It is interesting to note that President Judge Richards, in a case governed by the new Rules, relied on the Supreme Court opinion in the appeal of the Gatta case in Haas v. Jones, Del.Super., 93 A.2d 915, 916 (1953):

“Where the evidence is conflicting but sufficient evidence may be gathered therefrom to support a verdict for either party, the issue of fact will be left to the jury. Under such circumstances, the Court will neither direct a verdict for either party nor disturb the verdict of the jury upon the ground that it is against the evidence.”

See also Townsend v. Poynter, Del.Supr., 130 A. 267 (1925).

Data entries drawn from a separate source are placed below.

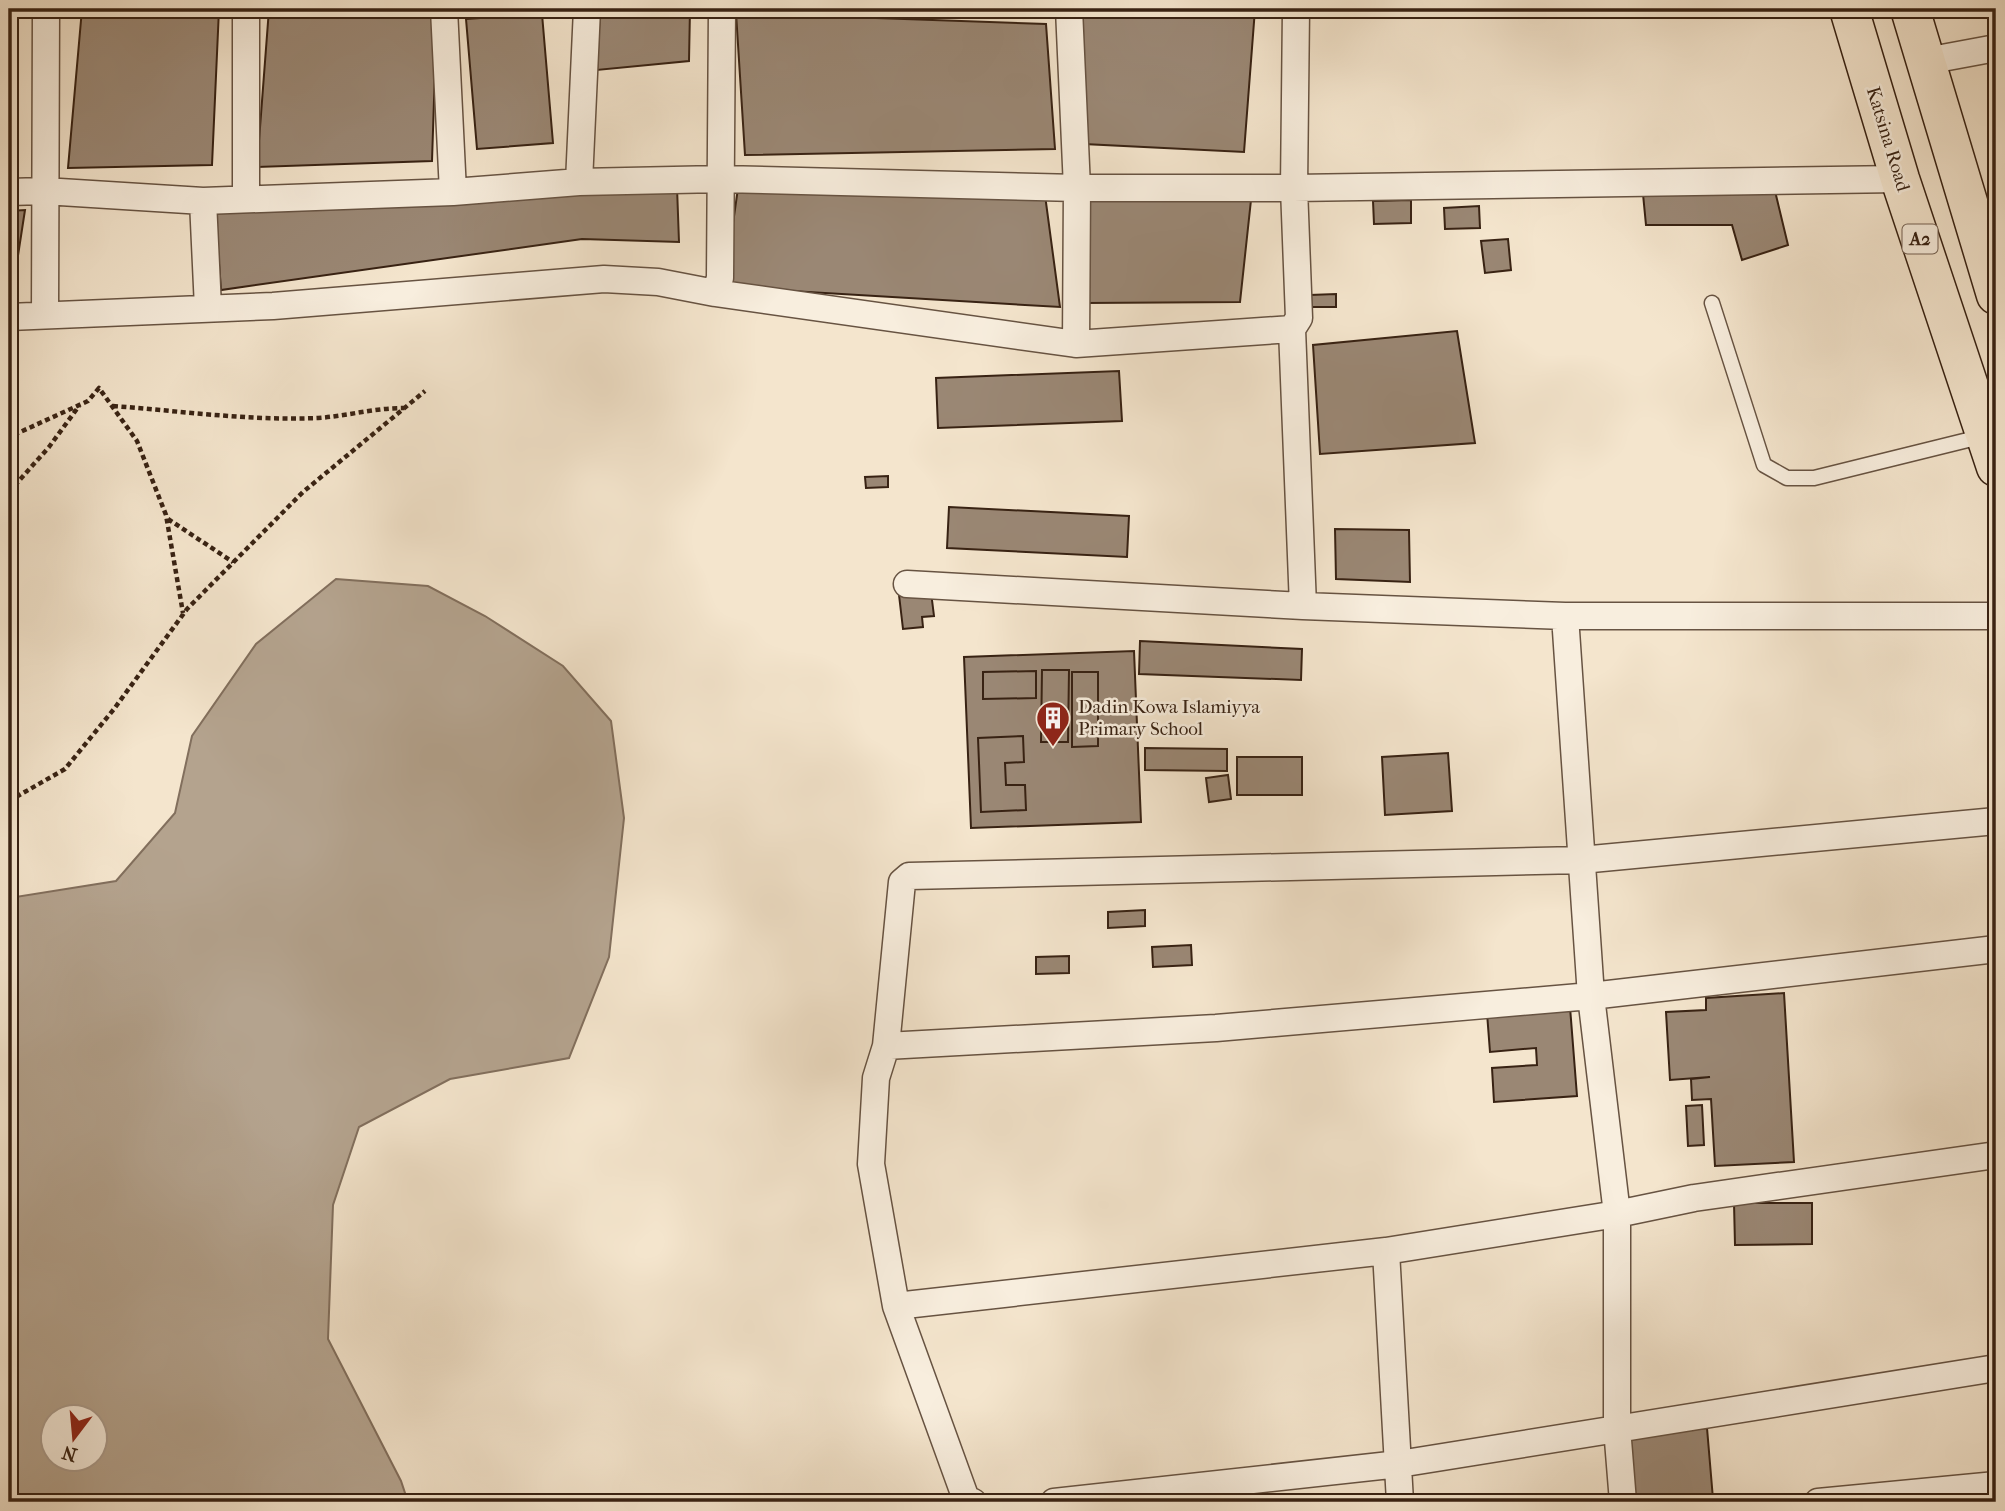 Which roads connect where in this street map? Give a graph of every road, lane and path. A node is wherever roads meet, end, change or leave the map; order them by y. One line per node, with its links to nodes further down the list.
1 (46, 9): 17 (street)
2 (246, 9): 20 (street)
3 (443, 9): 19 (street)
4 (587, 9): 14 (street)
5 (722, 9): 12 (street)
6 (1069, 9): 15 (street)
7 (1296, 9): 16 (street)
8 (1849, 9): 13 (highway, Katsina Road / A2)
9 (1910, 9): 11 (highway)
10 (1996, 48): 11 (street)
11 (1926, 61): 22 (highway)
12 (721, 179): 14 (street); 15 (street); 23 (street)
13 (1900, 179): 16 (street); 35 (highway, Katsina Road / A2)
14 (579, 182): 19 (street)
15 (1077, 188): 16 (street); 29 (street)
16 (1294, 188): 28 (street)
17 (44, 191): 18 (street); 21 (street); 26 (street)
18 (9, 192)
19 (453, 192): 20 (street)
20 (246, 198): 21 (street)
21 (203, 201): 25 (street)
22 (1995, 287)
23 (715, 293): 25 (street); 29 (street)
24 (1712, 303): 35 (lane)
25 (208, 308): 26 (street)
26 (45, 316): 27 (street)
27 (9, 317)
28 (1292, 328): 29 (street); 40 (street)
29 (1076, 344)
30 (425, 391): 33 (path)
31 (79, 405): 32 (path); 34 (path); 36 (path)
32 (112, 406): 33 (path); 37 (path)
33 (405, 408): 38 (path)
34 (9, 442)
35 (1991, 452)
36 (9, 492)
37 (167, 519): 38 (path); 41 (path)
38 (233, 562): 41 (path)
39 (907, 584): 40 (street)
40 (1303, 606): 42 (street)
41 (183, 613): 44 (path)
42 (1565, 616): 43 (street); 46 (street)
43 (1996, 616)
44 (9, 801)
45 (1996, 821): 46 (street)
46 (1581, 860): 48 (street); 49 (street)
47 (1996, 949): 48 (street)
48 (1591, 996): 49 (street); 51 (street)
49 (886, 1046): 53 (street)
50 (1996, 1155): 51 (street)
51 (1617, 1214): 52 (street); 55 (street)
52 (1386, 1251): 53 (street); 56 (street)
53 (896, 1306): 58 (street)
54 (1996, 1368): 55 (street)
55 (1617, 1428): 56 (street); 61 (street)
56 (1399, 1464): 59 (street); 60 (street)
57 (1996, 1485): 62 (street)
58 (973, 1502)
59 (1054, 1502)
60 (1400, 1502)
61 (1623, 1502)
62 (1818, 1502)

While it is true that none of these cases explored the historic common law power of a trial judge in a jury case, it is equally true that they all clearly suggest that the verdict of the jury as to questions of fact properly submitted to it is conclusive. Indeed, the language in the Gatta appeal relied on in the Haas case, appears to equate the standard for the motion for a directed verdict and a “weight of the evidence” motion for a new trial. It should be remembered that prior to the adoption of the new rules in 1948, Delaware had no motion for judgment n. o. v. in its modern evidentiary sense so the motion for new trial was the only post verdict motion available to challenge the sufficiency of the evidence. See Herrmann, The New Rules of Procedure in Delaware, 18 F.R.D. 327, 340-341; compare Woolley, supra, § 760. Regardless of the reason, one cannot help but be struck by the deference of these cases to the constitutional role of the jury.

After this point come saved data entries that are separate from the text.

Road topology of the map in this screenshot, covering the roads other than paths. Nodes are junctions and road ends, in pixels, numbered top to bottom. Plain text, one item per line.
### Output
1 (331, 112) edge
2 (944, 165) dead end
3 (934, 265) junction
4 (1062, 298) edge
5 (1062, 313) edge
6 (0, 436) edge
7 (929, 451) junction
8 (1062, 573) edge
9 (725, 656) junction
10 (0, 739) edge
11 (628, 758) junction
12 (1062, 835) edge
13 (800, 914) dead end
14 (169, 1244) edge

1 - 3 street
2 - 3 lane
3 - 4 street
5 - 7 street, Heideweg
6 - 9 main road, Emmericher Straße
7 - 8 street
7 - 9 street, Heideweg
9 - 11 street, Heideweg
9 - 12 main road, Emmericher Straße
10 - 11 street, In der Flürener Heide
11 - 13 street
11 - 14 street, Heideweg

While the McCloskey case appears to depart somewhat from this tradition, it is important to focus on what Judge Stiftel actually did in holding the verdict “was against the weight of the evidence in relation to the law.” McCloskey v. McKelvey, supra, at 174 A.2d 696 (emphasis added). In a case where the plaintiffs had failed to move for a directed verdict “for tactical reasons,” he set aside a verdict against a passenger-plaintiff while upholding a verdict against the driver-plaintiff where he found the driver’s contributory negligence had been properly submitted to the jury. He noted that there had been no allegation that the passenger was contributorily negligent and reviewed the evidence carefully at length, commenting in part on the demean- or of the witnesses. Given the potential confusion as to the law, particularly the potential jury misunderstanding as to contributory negligence, the strong evidence as to the negligence of the defendant, and the unique perspective of the trial judge carefully documented, the case is extremely restricted as authority for setting aside verdicts on weight of the evidence grounds.

Even if it is proper to view the McClos-key case solely in “weight of the evidence” terms, stripped to the bone, the case would appear to stand only for the proposition that a trial judge can set aside a verdict if, after reviewing the entire evidence, including credibility and demeanor, he finds that the jury verdict exceeds the bounds of reason. Unlike the directed verdict situation, he is not forced to look solely to the evidence favoring the non-moving party. See also Millman v. Millman, supra.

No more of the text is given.